TBY talks to Rob Broedelet, Country Executive UAE at ABN AMRO, DIFC Branch, on the banking sector, advantages of the DIFC, and the local real estate sector.
TBY ABN AMRO has been in the UAE since 1973. What are the specific nature of this market?
ROB BROEDELET ABN AMRO decided that Dubai will serve as our primary platform from where we service our clients from the Middle East, Africa, and also the Asian subcontinent. ABN AMRO came to the Middle East as a trade finance bank as we followed the commercial activities of our Asian clients. We have been active in this region since 1923 when we set up a bank in Jeddah in Saudi Arabia. We then subsequently expanded over the years into corporate finance and structured finance in the region, and we were one of the largest houses bringing bonds to the local market. In 2007 ABN AMRO was taken over by Royal Bank of Scotland, Santander, and Fortis Bank. At that time we had almost 3,000 people working in the UAE and were one of the largest credit card issuers. In February 2010 we set up our new bank in the Dubai International Financial Centre (DIFC), and have been granted a category-one banking license. We are one of only four banks that actually book client accounts in the DIFC. All other banks in the DIFC function as a mere representative office and they book their clients mostly in Switzerland or Singapore. This really sets ABN AMRO apart from the other banks operating in the DIFC.
How did the establishment of the DIFC help your business?
The DIFC has its own infrastructure, while the regulatory environment for us is managed by the Dubai Financial Services Authority (DFSA). The DFSA has a strong team of supervisors and a clean regulatory record. It is a well respected supervisory body internationally and staffed by international professionals. The DIFC also has its own court system. Cases can be heard in the DIFC courts and hopefully resolved fairly quickly. The license application process by the DFSA and the DIFC was a very smooth one.

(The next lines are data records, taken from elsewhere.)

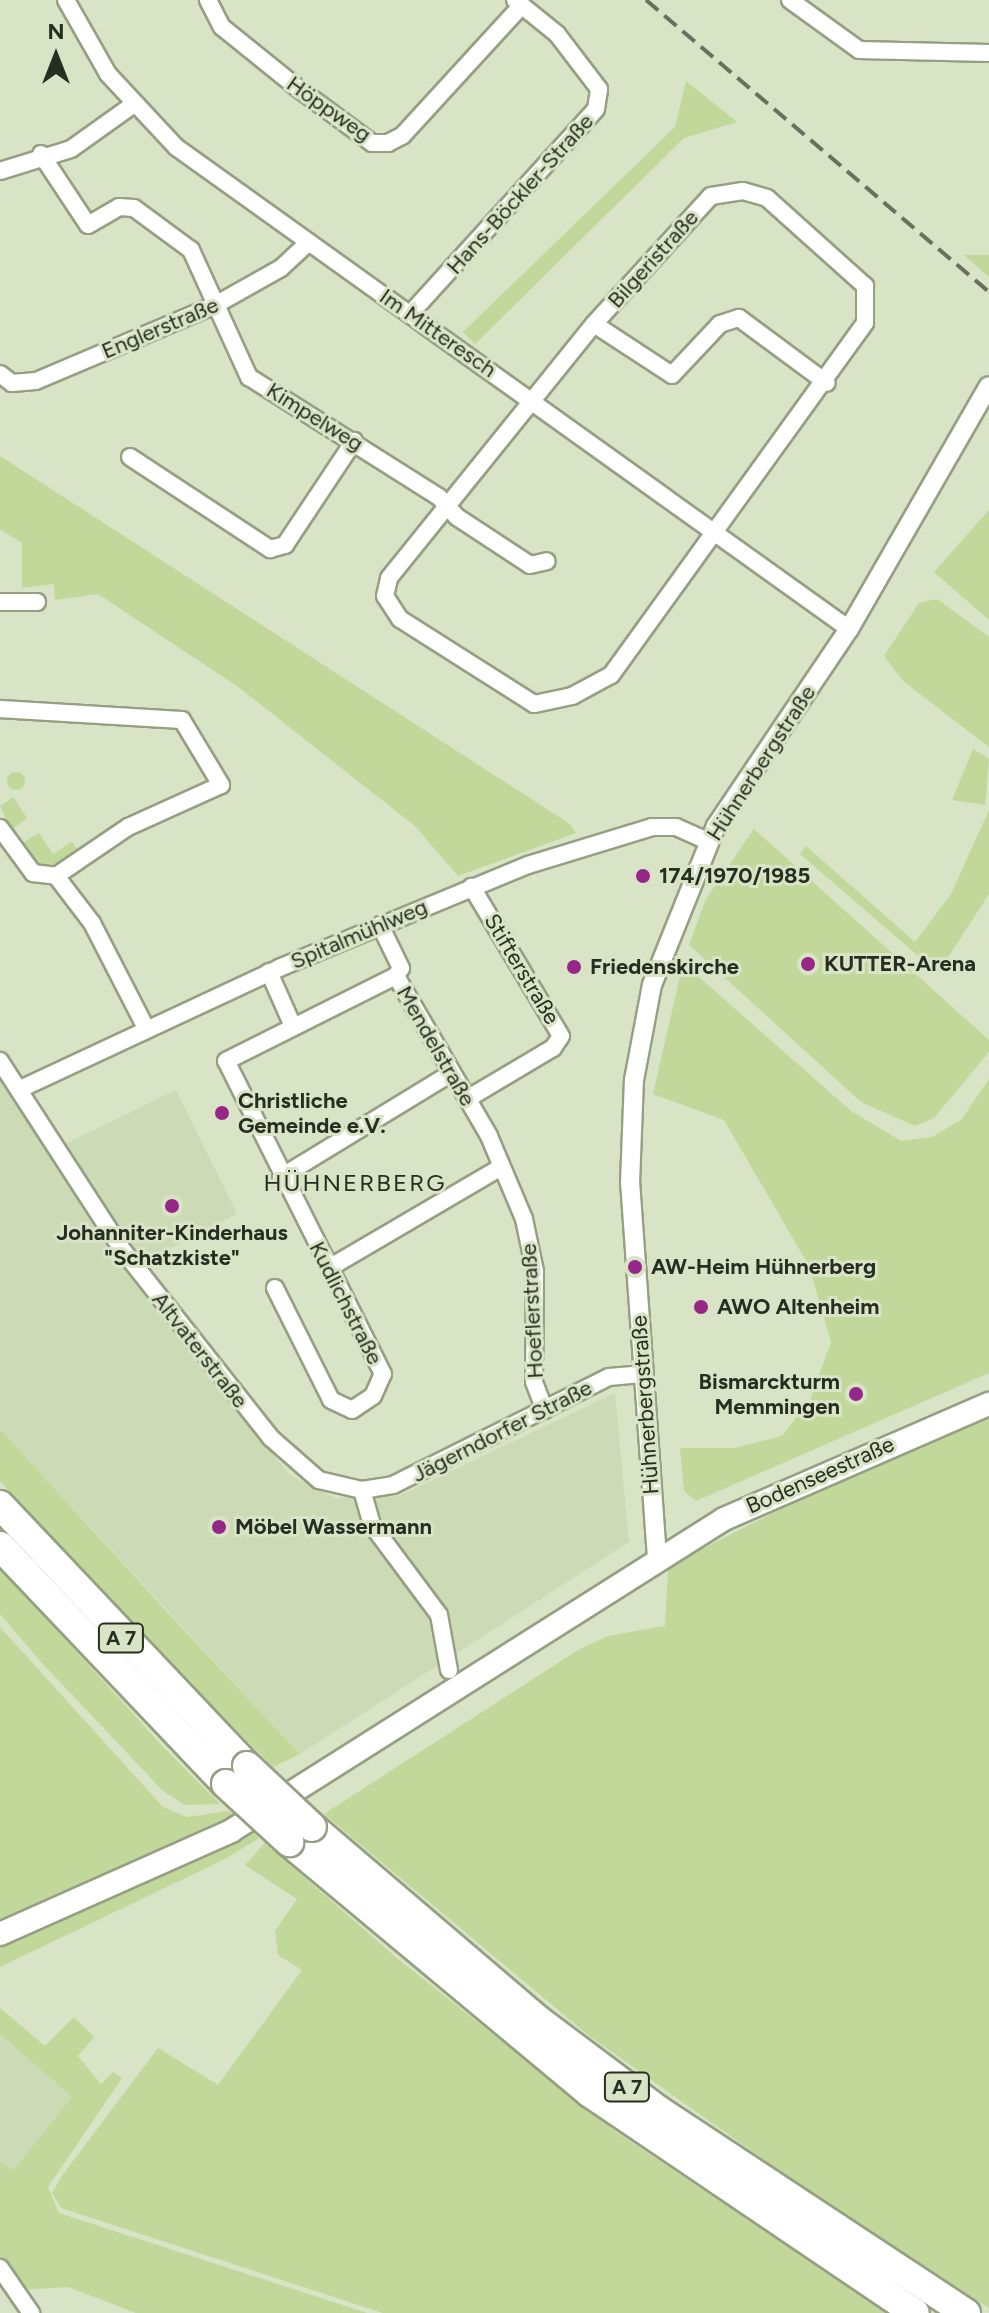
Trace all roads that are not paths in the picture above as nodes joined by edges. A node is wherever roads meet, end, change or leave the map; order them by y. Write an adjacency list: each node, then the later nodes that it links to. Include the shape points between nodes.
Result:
1 (66, 0): 6 (street, Im Mitteresch)
2 (208, 0): 4 (street, Höppweg, via 222,27 372,143 402,136)
3 (790, 0): 5 (street, via 859,50)
4 (518, 3): 11 (street, Hans-Böckler-Straße, via 557,34 599,89 596,109)
5 (989, 53)
6 (134, 104): 7 (street, via 71,149); 9 (street, Im Mitteresch, via 176,147)
7 (41, 154): 8 (street); 10 (street, Kimpelweg, via 88,225 119,207 134,208 191,250)
8 (0, 171)
9 (309, 242): 10 (street, Englerstraße, via 281,268); 11 (street, Im Mitteresch)
10 (217, 304): 13 (street, Englerstraße, via 36,381 12,383); 17 (street, Kimpelweg, via 249,377)
11 (411, 313): 16 (street, Im Mitteresch)
12 (594, 324): 14 (street, via 672,375 720,324 739,318); 14 (street, Bilgeristraße, via 711,196 743,191 767,198 865,286 865,323); 16 (street, Bilgeristraße)
13 (0, 374)
14 (827, 383): 20 (street, Bilgeristraße)
15 (989, 386): 24 (street, Hühnerbergstraße)
16 (533, 400): 19 (street, Bilgeristraße); 20 (street, Im Mitteresch)
17 (354, 441): 18 (street, via 285,545 270,549); 19 (street, Kimpelweg)
18 (130, 457)
19 (447, 506): 20 (street, Bilgeristraße, via 389,578 385,596 400,619 534,704 572,696 611,675); 21 (street, Kimpelweg, via 530,565)
20 (711, 528): 24 (street, Im Mitteresch)
21 (547, 561)
22 (0, 602): 23 (street)
23 (37, 602)
24 (849, 629): 27 (street, Hühnerbergstraße)
25 (0, 709): 28 (street, via 182,720 221,785 128,827)
26 (0, 828): 28 (street, via 33,873)
27 (709, 842): 29 (street, Spitalmühlweg, via 676,827 652,827); 43 (street, Hühnerbergstraße, via 664,945 634,1080 630,1183)
28 (56, 876): 34 (street, via 92,923)
29 (472, 887): 30 (street, Spitalmühlweg); 38 (street, Stifterstraße, via 561,1036 553,1048)
30 (380, 925): 31 (street, Spitalmühlweg); 32 (street, Mendelstraße, via 401,968)
31 (269, 972): 33 (street); 34 (street, Spitalmühlweg)
32 (396, 976): 33 (street); 36 (street, Mendelstraße)
33 (292, 1024): 40 (street, Kudlichstraße, via 231,1055 228,1074)
34 (146, 1028): 37 (street, Spitalmühlweg)
35 (0, 1061): 37 (street, Altvaterstraße)
36 (450, 1074): 38 (street, Mendelstraße); 40 (street)
37 (20, 1089): 46 (street, Altvaterstraße, via 121,1248 271,1438 319,1480)
38 (467, 1099): 39 (street, Mendelstraße)
39 (501, 1167): 41 (street); 45 (street, Hoeflerstraße, via 530,1241 534,1382)
40 (281, 1177): 41 (street, Kudlichstraße)
41 (329, 1268): 42 (street, Kudlichstraße, via 383,1374 373,1396 352,1410 331,1400)
42 (275, 1288)
43 (642, 1374): 45 (street, Jägerndorfer Straße, via 609,1377); 49 (street, Hühnerbergstraße)
44 (989, 1404): 49 (main road, Bodenseestraße, via 793,1486)
45 (545, 1410): 46 (street, Jägerndorfer Straße, via 411,1478)
46 (362, 1490): 50 (street, via 372,1525 439,1615)
47 (0, 1505): 51 (highway, A 7)
48 (0, 1546): 51 (highway, A 7)
49 (657, 1558): 53 (main road, Bodenseestraße, via 244,1824)
50 (449, 1670)
51 (237, 1775): 52 (highway, A 7, bridge)
52 (300, 1834): 56 (highway, A 7, via 590,2093); 57 (highway, A 7, via 658,2110)
53 (0, 1934)
54 (0, 2268): 55 (street)
55 (31, 2313)
56 (915, 2313)
57 (966, 2313)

Traditionally stable locations for investment have been stretched to the limit following the financial crisis. How has that forced you to redefine the quality of your investments?
I think that Dubai has proven to be a stable location despite the financial crisis. And then if we combine the financial crisis with the sociopolitical shifts, or what we now refer to as the Arab Spring, Dubai has shown tremendous resilience and perseverance as a financial center. The DIFC has around 700 companies operating from it, including some 300 banks and wealth management firms. Dubai has derived some benefits from the Arab Spring, as people looked for a more stable place for their investments in the region and decided to come to Dubai. I have not seen any firms leave Dubai because of concerns with the current regional situation. It’s quite the reverse. We’ve seen that a number of banks have brought people in from other regional centers in the Gulf because of the perceived political stability in the UAE. Also, our clients have made their analysis of the UAE’s political situation and continue to feel that the UAE is a very solid and stable environment from which they continue to operate.
The real estate market was one of the worst hit areas during the global liquidity crisis. Do any investment opportunities remain with high-quality dividend yields in this sector?
I do believe so, yes. I think we also have to be bit more precise when we talk about the UAE real estate market. People who invested in UAE real estate before 2007 are likely still making money today. In the commercial real estate sector there is excess capacity, which is simply going to take time to be picked up by the market. The residential real estate sector is all about location, location, location. There has always been, and there continues to be, interest from Europe, Eastern Europe, Asia, and the Middle East to buy properties in the UAE because of the tremendous infrastructure built up over the years coupled with its strategic location on the axis from Africa to Asia. Not to forget the safety on the streets in the UAE. I think that the residential real estate sector has found new pricing levels and reasonable yields can be made. If you expect to make a 12% return on an apartment, forget it, but if you can take 4%–7%, then the market is here.